IIRC my commodore 64/128 manual came with BASIC and some assembly documentation. Different world when your turn on the machine and ... Get basically a REPL.

I did the same thing as the author, wrote BASIC until I needed a faster inner loop (doing some simulation like cellwar or something) and picked up asm to make it (just the inner loop) faster.

tyingq3 years ago

For me, mostly from hobbyist magazines that led to BBS dial up numbers that had made copies of software and docs. Though that was tricky, since long distance calls were expensive. So you dealt mostly with whatever a local BBS had, which I assume varied in depth, breadth, quality, etc.

pjmlp3 years ago

INPUT magazine series, books with programming listing either at the local libraries or some bookstores, local computer club, in Portugal the "A Capital" newspaper informatics section on Friday's issue or the Spooler magazine.

jacquesm3 years ago

Leventhal's CPU series was pretty good, also every manufacturer makes reference manuals for their instruction sets. I still have mine (pretty dog eared, just for sentimental value, unlikely to ever be used again).

elvis703 years ago

Personally, it was books!

mgkimsal3 years ago

Extremely impressive. I had a ZX81 when I was around his age, and was dimly aware of 'machine code', but couldn't quite get my head around doing anything substantial with it - BASIC was where I mostly stayed. Moved to a 128, then later the PC world (a Sanyo 550 - almost PC compatible!), and mostly stuck with BASIC in those in the 80s. I did get in to some assembly stuff on the C128 side of things, as it came with a built-in assembler.

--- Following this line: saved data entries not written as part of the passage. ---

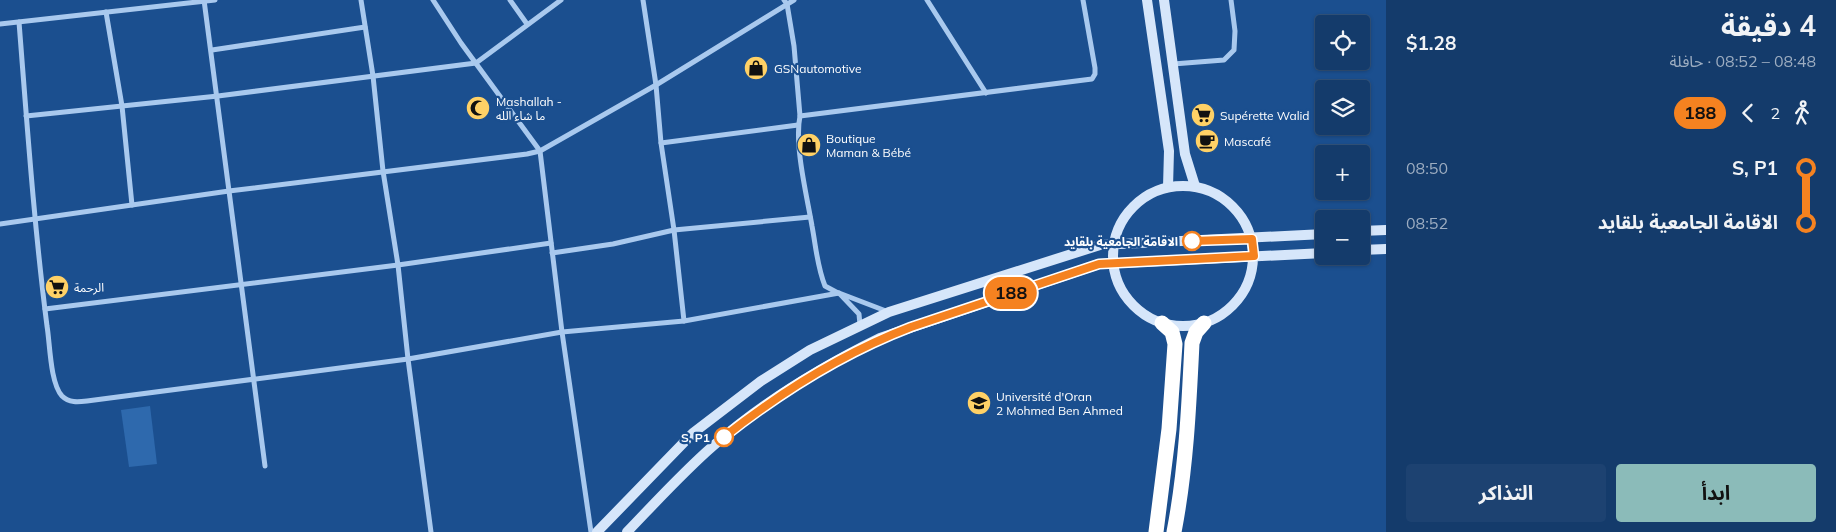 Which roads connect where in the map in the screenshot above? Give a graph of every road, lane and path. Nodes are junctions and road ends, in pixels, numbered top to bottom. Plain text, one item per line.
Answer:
1 (215, 0) edge
2 (361, 0) edge
3 (433, 0) edge
4 (510, 0) edge
5 (561, 0) edge
6 (642, 0) edge
7 (794, 0) edge
8 (927, 0) edge
9 (1083, 0) edge
10 (1148, 0) edge
11 (1164, 0) edge
12 (1231, 0) edge
13 (204, 1) edge
14 (786, 2) edge
15 (106, 12) junction
16 (19, 22) junction
17 (0, 24) edge
18 (528, 24) junction
19 (365, 28) junction
20 (212, 50) junction
21 (476, 63) junction
22 (1173, 64) junction
23 (373, 76) junction
24 (656, 85) junction
25 (986, 93) junction
26 (218, 96) junction
27 (122, 106) junction
28 (26, 116) junction
29 (800, 116) junction
30 (798, 125) junction
31 (661, 143) junction
32 (540, 151) junction
33 (382, 172) junction
34 (1195, 186) junction
35 (1168, 187) junction
36 (229, 191) junction
37 (132, 205) junction
38 (810, 217) junction
39 (34, 220) junction
40 (0, 224) edge
41 (674, 230) junction
42 (1386, 230) edge
43 (1370, 231) edge
44 (1315, 235) edge
45 (1252, 239) junction
46 (551, 243) junction
47 (1113, 244) junction
48 (1386, 249) edge
49 (1370, 250) edge
50 (552, 252) junction
51 (1315, 253) edge
52 (1254, 256) junction
53 (1112, 263) junction
54 (398, 265) junction
55 (241, 283) junction
56 (839, 293) junction
57 (45, 309) junction
58 (889, 312) junction
59 (684, 321) junction
60 (1162, 323) junction
61 (1204, 324) junction
62 (860, 325) junction
63 (562, 332) junction
64 (408, 359) junction
65 (254, 379) junction
66 (265, 466) dead end
67 (430, 532) edge
68 (591, 532) edge
69 (597, 532) edge
70 (626, 532) edge
71 (1156, 532) edge
72 (1174, 532) edge

1 - 13 street
2 - 19 street
3 - 21 street
4 - 18 street
5 - 18 street
6 - 24 street
7 - 14 street
8 - 25 street
9 - 25 street
10 - 35 main road
11 - 22 main road
12 - 22 street
13 - 15 street
13 - 20 street
14 - 24 street
14 - 29 street
15 - 16 street
15 - 27 street
16 - 17 street
16 - 28 street
18 - 21 street
19 - 20 street
19 - 23 street
20 - 26 street
21 - 23 street
21 - 32 street
22 - 34 main road
23 - 26 street
23 - 33 street
24 - 31 street
24 - 32 street
25 - 29 street
26 - 27 street
26 - 36 street
27 - 28 street
27 - 37 street
28 - 39 street
29 - 30 street
30 - 31 street
30 - 38 street
31 - 41 street
32 - 33 street
32 - 46 street
33 - 36 street
33 - 54 street
34 - 35 main road
34 - 45 main road
35 - 47 main road
36 - 37 street
36 - 55 street
37 - 39 street
38 - 41 street
38 - 56 street
39 - 40 street
39 - 57 street
41 - 50 street
41 - 59 street
42 - 43 main road
44 - 45 main road
45 - 47 main road
45 - 52 main road
46 - 50 street
46 - 54 street
47 - 53 main road
47 - 58 main road
48 - 49 main road
50 - 63 street
51 - 52 main road
52 - 53 main road
52 - 61 main road
53 - 60 main road
53 - 70 main road
54 - 55 street
54 - 64 street
55 - 57 street
55 - 65 street
56 - 58 street
56 - 59 street
56 - 62 street
57 - 65 street
58 - 62 main road
59 - 63 street
60 - 61 main road
60 - 71 highway
61 - 72 highway
62 - 69 main road
63 - 64 street
63 - 68 street
64 - 65 street
64 - 67 street
65 - 66 street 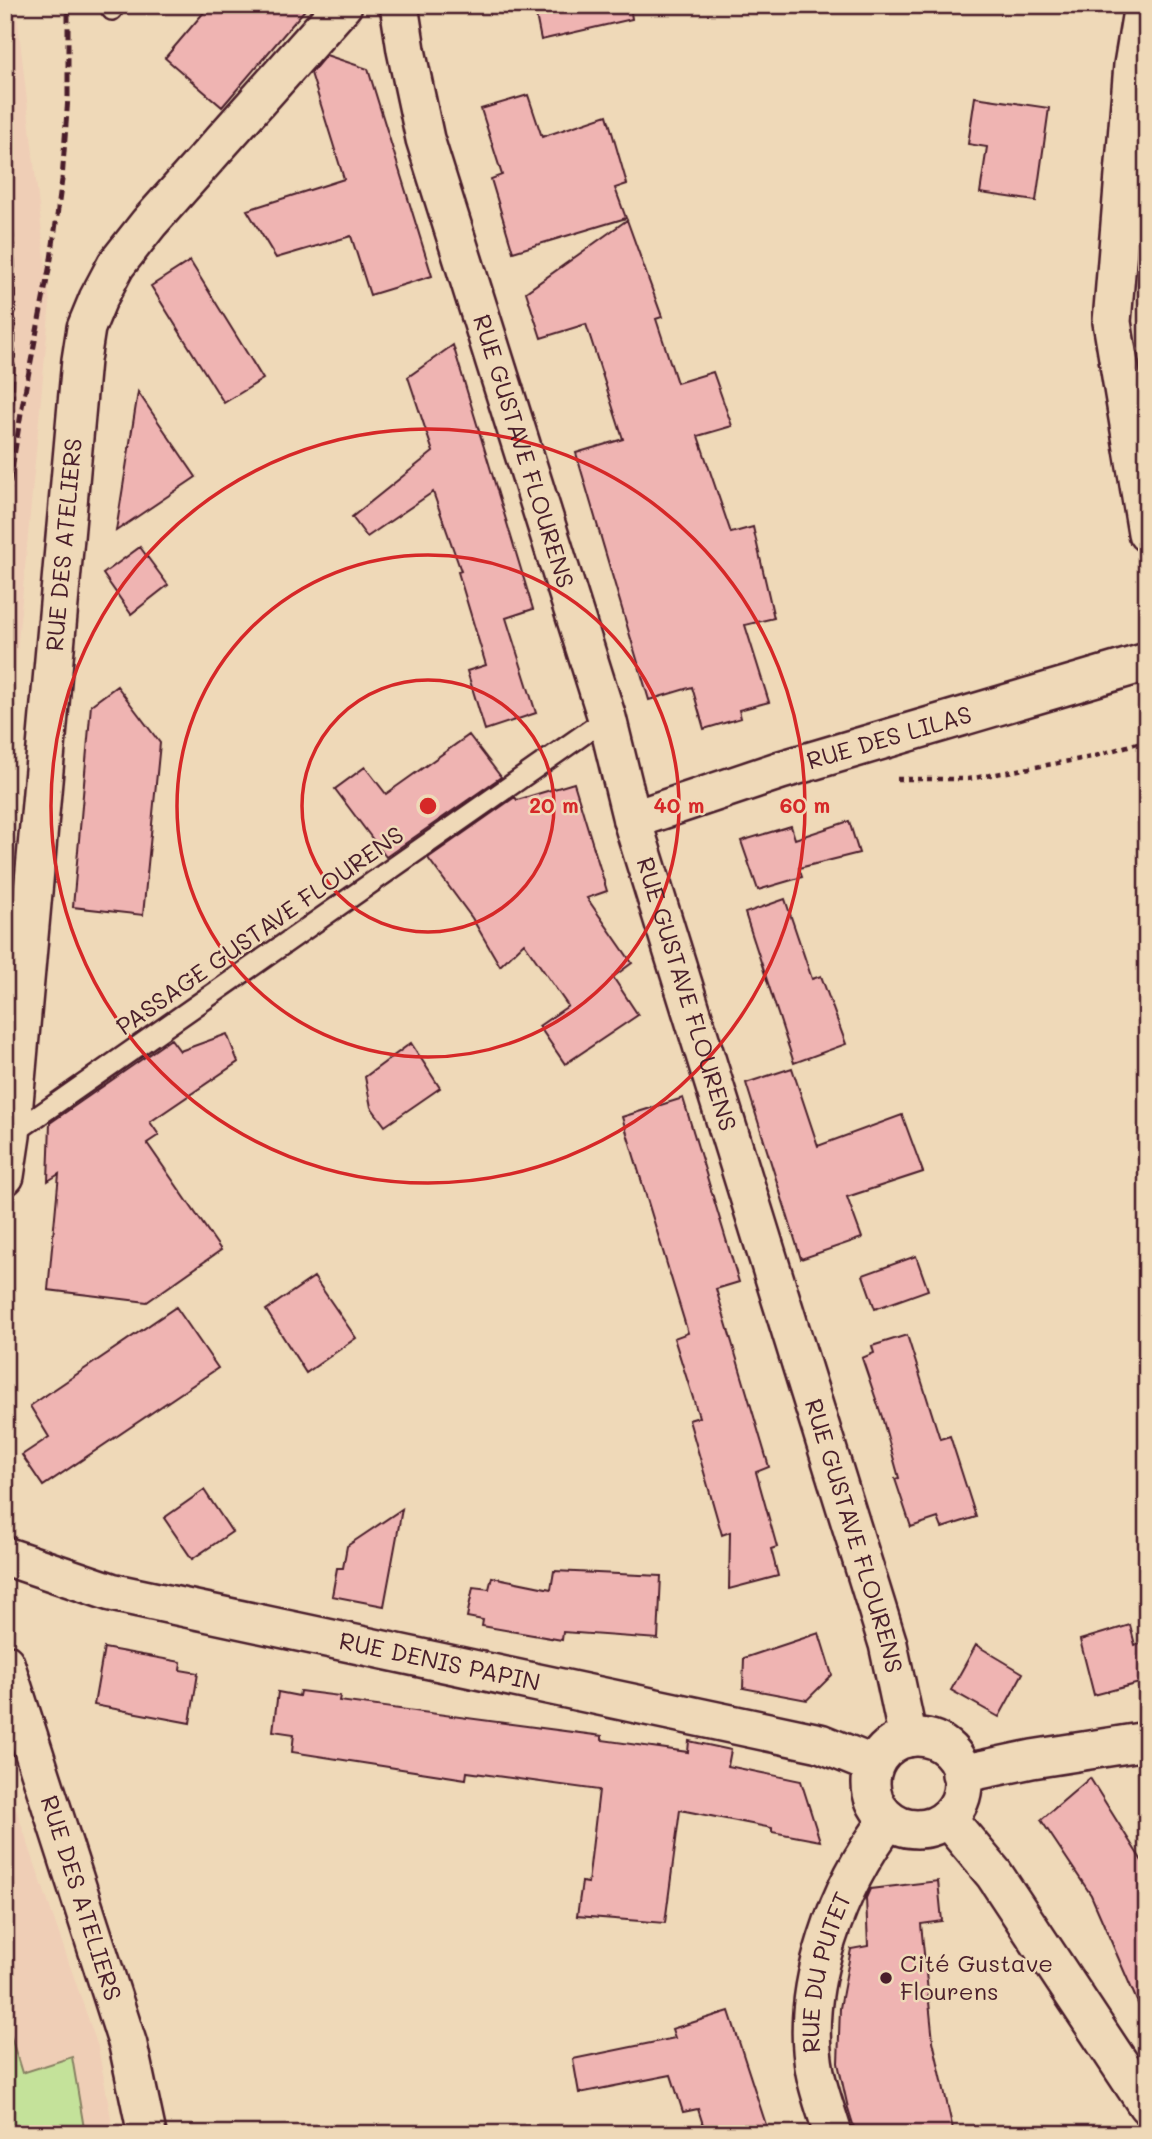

I understood assembly basics, but didn't do much productive with it. I could move some boxes around the screen via keys, and I did do a bit with the '80 col' monochrome mode trying to do some custom sprite stuff (learned a lot about XOR) - but that's about as far as I got by my mid teens.

Reading stories like the OP make me feel inadequate...

jkh13 years ago

This brings back memories. My first Z80 assembly program was a jetpac game for the Sinclair ZX80 around 1984 because I couldn't get a ZX Spectrum to play it. I don't think any written copy still exists but there's still a copy on a cassette tape.

KingOfCoders3 years ago

If you do Z80, best book (one of the books I love most)

"Z80 Assembly Language Subroutines"

_joel3 years ago

Kudos, I think this trumps me writing my name in a goto loop in qbasic that I did when I was 9. Still the sense of accomplishment dictated the next 30 years of my life so not bad I guess :)

the_af3 years ago

His whole website is pretty cool and filled with retro gaming goodness. Thanks for sharing!

KingOfCoders3 years ago

My first larger code was the towers of Hanoi on CPC, where I found the algorithm while experimenting with coins of different sizes, somewhere around 12. Still very proud that I found a solution algorithm.